Billionaire Mike Bloomberg will help build an "army" of coronavirus tracers to help New York -- America's COVID-19 epicenter -- get up and running again, Governor Andrew Cuomo announced Wednesday.
The former mayor of New York City will contribute more than $10 million to the effort, which will involve testing, tracing and then isolating residents with the deadly virus.
"We have to put together a tracing army," Cuomo told reporters.
He added that the state currently has 500 tracers but will need thousands, describing the project as a "super ambitious undertaking."
Cuomo said Bloomberg has offered to develop and implement the programme, which will cover the states of New York, New Jersey and Connecticut.
"You don't have months to do this, you have weeks," said Cuomo.
Cuomo's aide Melissa DeRosa said Bloomberg, until recently a candidate for the 2020 Democratic presidential nomination, would contribute "upwards of $10 million" to the project.
Widespread testing is viewed as key to states being able to lift stay-at-home orders and reopen their shuttered economies without sparking a surge of infections.

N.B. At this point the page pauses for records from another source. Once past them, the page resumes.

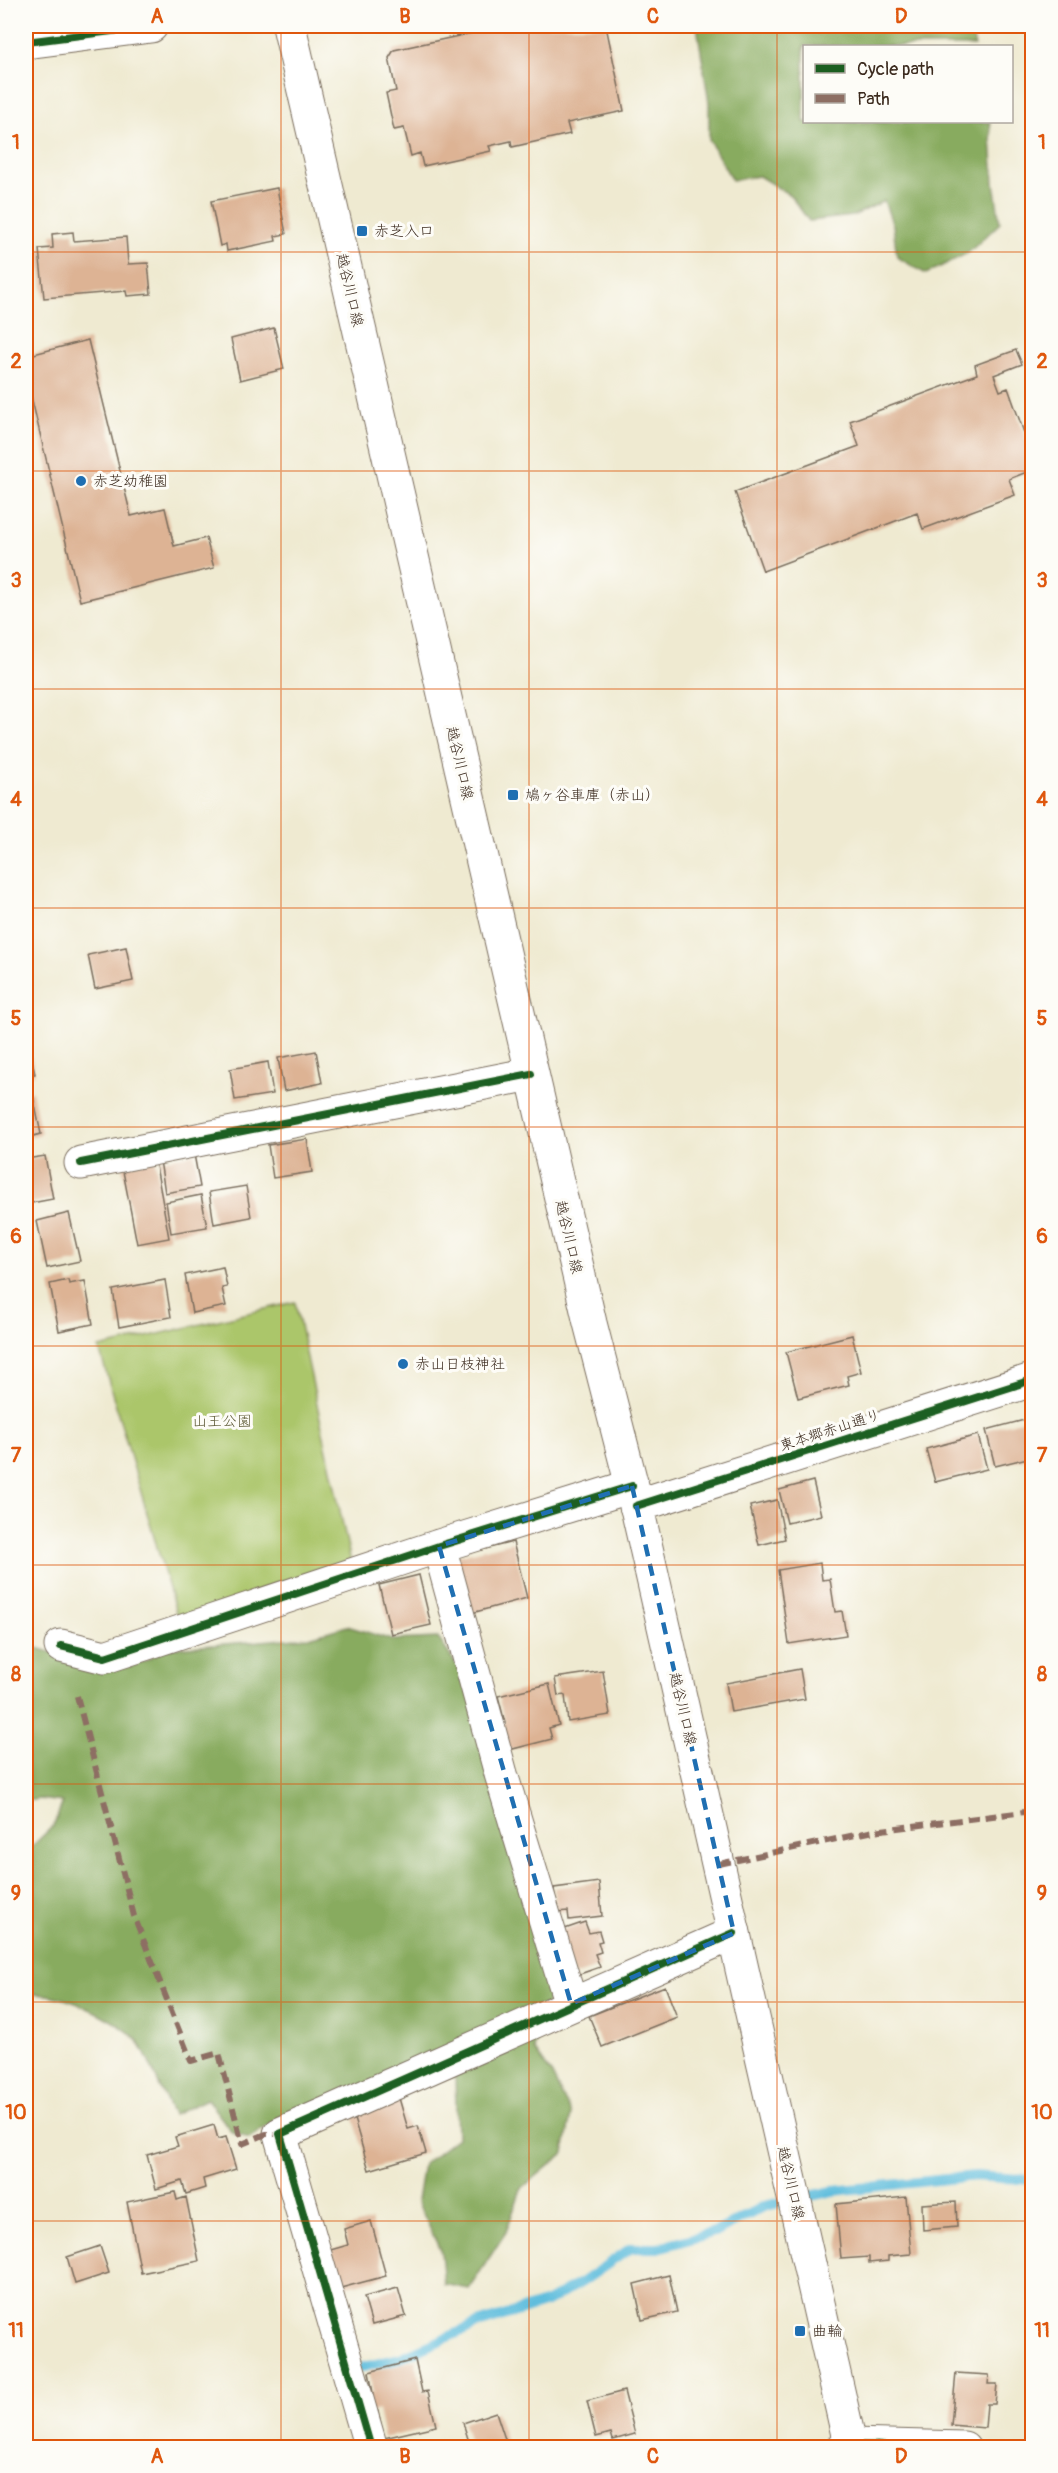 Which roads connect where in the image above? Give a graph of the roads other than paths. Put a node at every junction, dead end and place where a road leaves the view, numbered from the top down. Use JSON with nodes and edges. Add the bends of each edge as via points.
{"nodes":[{"id":1,"x":151,"y":26,"type":"edge"},
{"id":2,"x":289,"y":26,"type":"edge"},
{"id":3,"x":26,"y":42,"type":"edge"},
{"id":4,"x":531,"y":1074,"type":"junction"},
{"id":5,"x":81,"y":1163,"type":"dead end"},
{"id":6,"x":1032,"y":1380,"type":"edge"},
{"id":7,"x":634,"y":1496,"type":"junction"},
{"id":8,"x":439,"y":1546,"type":"junction"},
{"id":9,"x":61,"y":1646,"type":"dead end"},
{"id":10,"x":734,"y":1932,"type":"junction"},
{"id":11,"x":571,"y":2004,"type":"junction"},
{"id":12,"x":848,"y":2447,"type":"edge"},
{"id":13,"x":371,"y":2448,"type":"edge"},
{"id":14,"x":964,"y":2448,"type":"edge"}],
"edges":[{"from":1,"to":3,"type":"street"},
{"from":2,"to":4,"type":"street","name":"越谷川口線"},
{"from":4,"to":5,"type":"street"},
{"from":4,"to":7,"type":"street","name":"越谷川口線"},
{"from":6,"to":7,"type":"street","name":"東本郷赤山通り"},
{"from":7,"to":8,"type":"street","name":"東本郷赤山通り"},
{"from":7,"to":10,"type":"street","name":"越谷川口線"},
{"from":8,"to":9,"type":"street","name":"東本郷赤山通り","via":[[105,1658]]},
{"from":8,"to":11,"type":"street","via":[[501,1774]]},
{"from":10,"to":11,"type":"street"},
{"from":10,"to":12,"type":"street","name":"越谷川口線"},
{"from":11,"to":13,"type":"street","via":[[279,2134]]},
{"from":12,"to":14,"type":"street"}]} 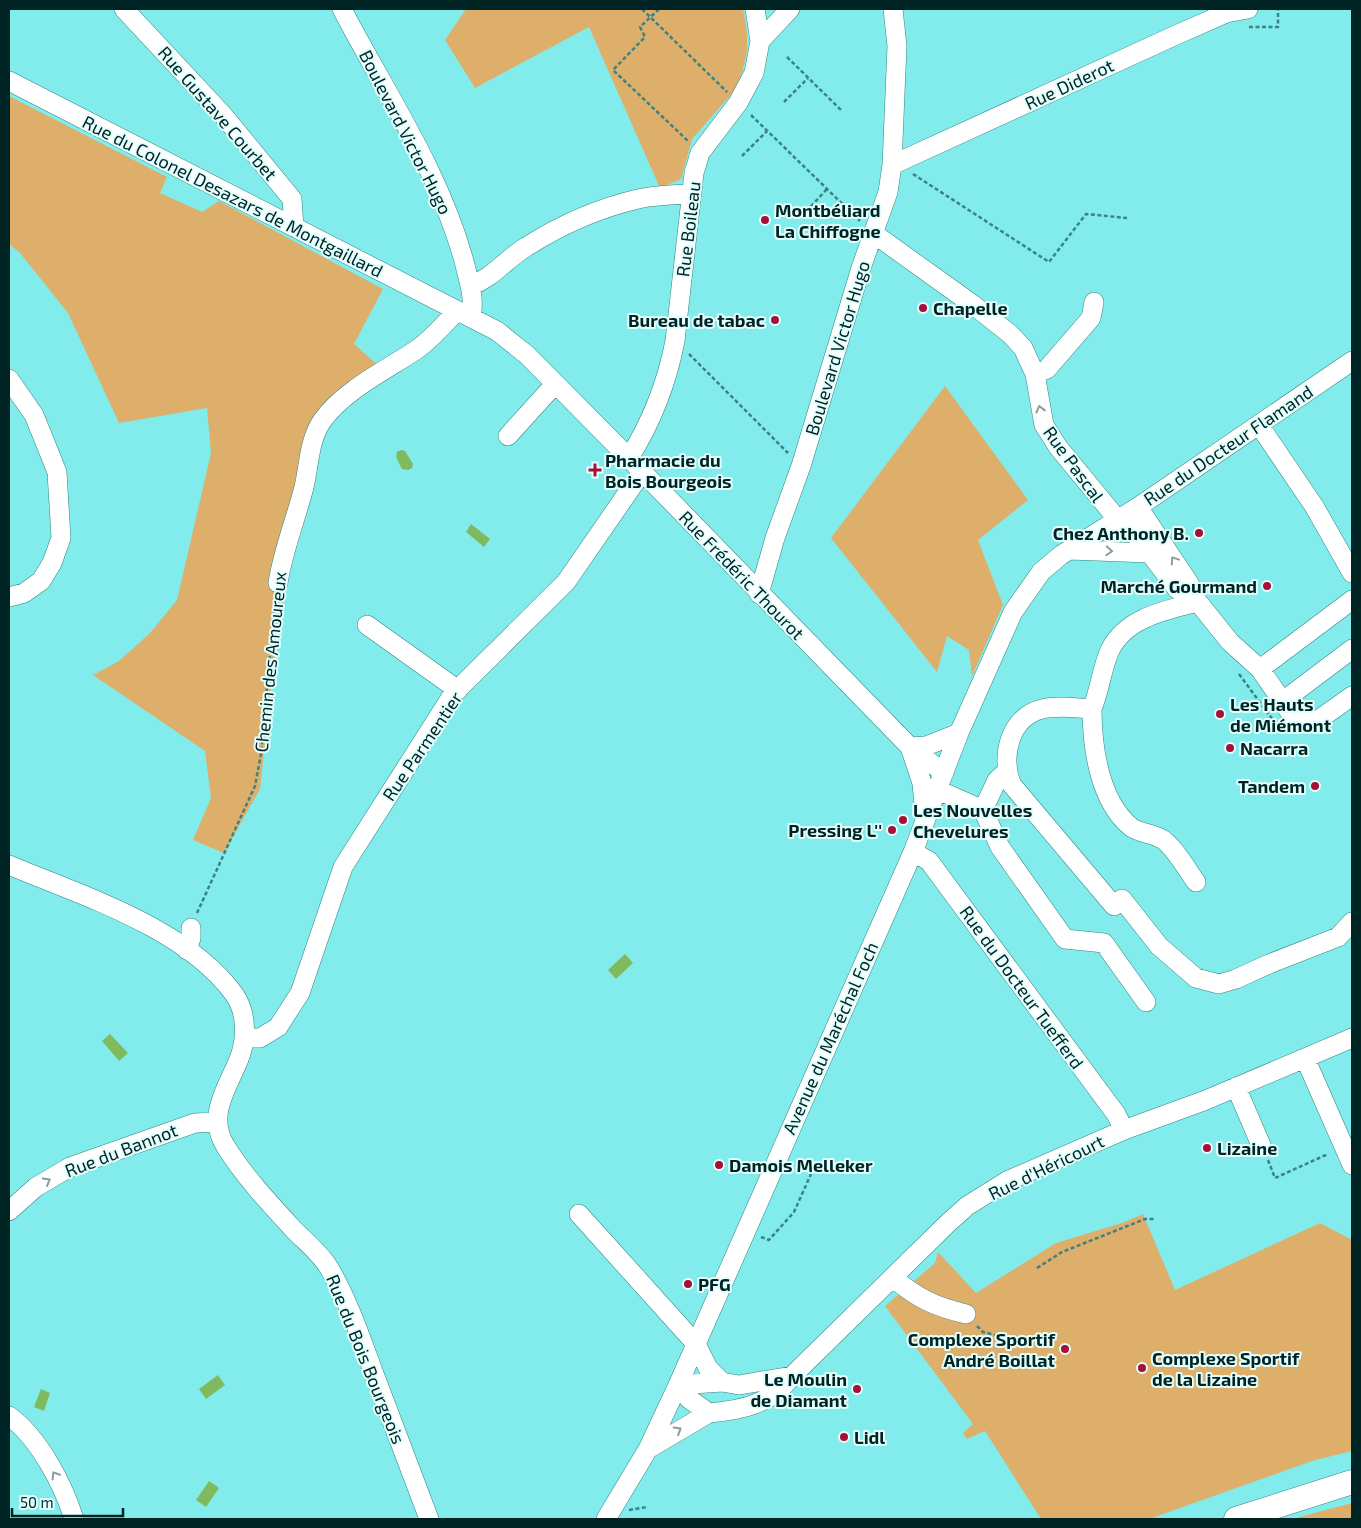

Health experts say a shortage of tests means the United States may be underestimating the extent of the virus outbreak.
New York state accounts for around a third of America's 45,630 COVID-19 deaths.
Cuomo said 474 New Yorkers had succumbed to the illness in the previous 24 hour period -- lower than the previous day -- taking the state's total toll above 15,300.
Hospitalizations and intubations were also lower as New York's crisis continues on "a gentle decline," Cuomo said.